Li and Heller are both considered to be analogous to the claimed invention because both relate to relating lip movement with speech synthesis. Therefore, it would have been obvious to see Heller [0004]).
	Regarding claim 3, Li and Heller teach the method of claim 1, Li further teaches wherein: training the machine-learning algorithm comprises extracting a set of features from the set of training audio signals, wherein each feature in the set of features comprises a spectrogram indicating energy levels of a training audio signal (see Li col 5, lines 23-27 feature vector 115 can include energy component 403. Energy component 403 represents the energy of the sequence of the audio samples in the window, for example, using a function such as the log mean energy of the samples); and training the machine-learning algorithm on the set of training audio signals is performed using the extracted set of features (see Li col 8, lines 9-14, viseme prediction model 120 is trained using training data 130a-n. Training data can include a set of feature vector and corresponding predicted visemes. Viseme-generation application 102 can be used to generate training data 130a-n). 
	Regarding claim 9, Li and Heller teach the method of claim 1, Li further teaches wherein training the machine-learning algorithm comprises, for each audio segment in the set of training audio signals: calculating, for one or more visemes, the probability of the viseme mapping to the phoneme of the audio segment (see Li, Col 9, lines 1-10 At block 601, process 600 involves determining a feature vector for each sample of the respective audio sequence of each set of training data. For example, training data 130a includes audio samples. In that case, the viseme-generation application 102 determines, for a window of audio samples, feature vector 115 in a substantially similar manner as described with respect to block 302 in process 300; interpreted as the prediction model 102, RNN or LSTM model, is trained with training data); selecting the viseme with a high probability of mapping to the phoneme based on the context from the subsequent segment (see Li Col 9, lines 1-23 At block 603, process 600 involves receiving, from the viseme prediction model, a predicted viseme. The viseme-generation application 102 receives a predicted viseme from viseme prediction model 120. The predicted viseme corresponds to the feature vector 115, and to the corresponding input audio sequence from which the feature vector was generated); and modifying the machine-learning algorithm based on a comparison of the selected viseme to a known mapping of visemes to phonemes (see Li, col 9 lines 33-47 at block 605, process 600 involves adjusting internal parameters, or weights, of the viseme prediction model to minimize the loss function. With each iteration, the viseme-generation application 102 seeks to minimize the loss function until viseme prediction model 120 is sufficiently trained. Viseme-generation application 102 can use a backpropagation training method to optimize internal parameters of the LSTM model 500. Backpropagation updates internal parameters of the network to cause a predicted value to be closer to an expected output).
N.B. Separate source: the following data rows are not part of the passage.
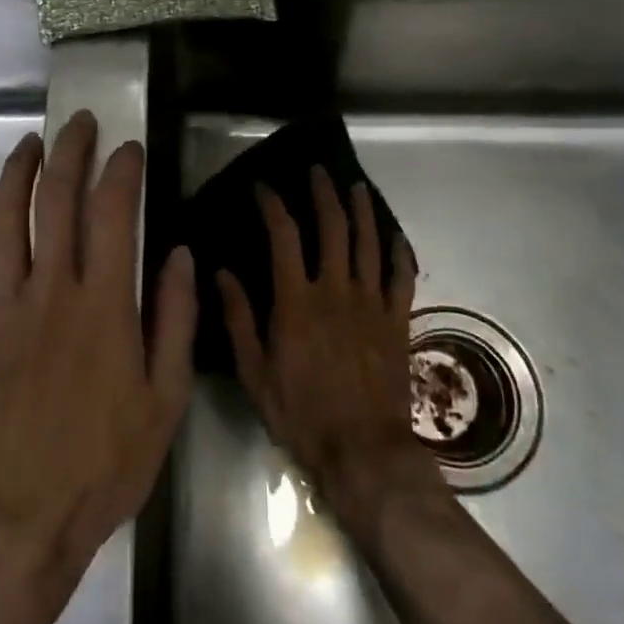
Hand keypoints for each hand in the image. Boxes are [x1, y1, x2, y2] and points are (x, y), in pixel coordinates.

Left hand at [0, 111, 195, 623]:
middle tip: (80, 122)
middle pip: (54, 199)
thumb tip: (178, 254)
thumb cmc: (103, 464)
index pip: (112, 212)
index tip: (130, 149)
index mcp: (104, 306)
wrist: (17, 521)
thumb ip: (174, 320)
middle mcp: (51, 291)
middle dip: (68, 150)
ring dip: (18, 172)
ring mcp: (3, 306)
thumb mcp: (164, 401)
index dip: (121, 170)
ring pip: (5, 218)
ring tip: (31, 143)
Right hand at [218, 167, 442, 538]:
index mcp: (297, 300)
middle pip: (333, 227)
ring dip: (362, 210)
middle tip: (317, 171)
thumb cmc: (301, 413)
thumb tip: (221, 273)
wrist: (363, 452)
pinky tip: (395, 235)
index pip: (284, 236)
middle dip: (324, 194)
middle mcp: (336, 290)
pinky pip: (402, 276)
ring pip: (369, 242)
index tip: (263, 188)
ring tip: (356, 186)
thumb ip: (239, 319)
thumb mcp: (254, 372)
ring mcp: (372, 303)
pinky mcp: (397, 320)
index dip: (273, 206)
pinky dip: (399, 251)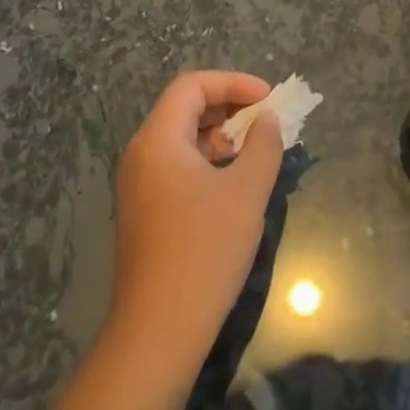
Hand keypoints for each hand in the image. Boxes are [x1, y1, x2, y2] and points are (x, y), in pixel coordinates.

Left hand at [108, 71, 284, 371]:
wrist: (160, 326)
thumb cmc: (205, 250)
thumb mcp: (246, 192)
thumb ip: (264, 146)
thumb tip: (268, 120)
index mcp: (158, 140)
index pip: (191, 86)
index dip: (233, 83)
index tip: (270, 100)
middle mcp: (141, 155)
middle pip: (185, 109)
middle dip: (230, 107)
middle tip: (268, 123)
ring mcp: (140, 185)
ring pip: (183, 140)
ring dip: (222, 137)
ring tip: (258, 153)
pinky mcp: (146, 210)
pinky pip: (178, 167)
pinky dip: (209, 162)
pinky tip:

	Regarding claim 11, Li and Heller teach the method of claim 9. Li further teaches wherein selecting the viseme with the high probability of mapping to the phoneme further comprises adjusting the selection based on additional context from a prior segment that includes additional contextual audio that comes before the audio segment (see Li col 6 lines 14-23 LSTM model 500 predicts visemes based on feature vectors for past, present, or future windows in time. LSTM model 500 can consider feature vectors for future windows by delaying the output of the predicted viseme until subsequent feature vectors are received and analyzed. Delay 501, denoted by d, represents the number of time windows of look-ahead. For a current audio feature vector a.sub.t, LSTM model 500 predicts a viseme that appears d windows in the past at v.sub.t-d).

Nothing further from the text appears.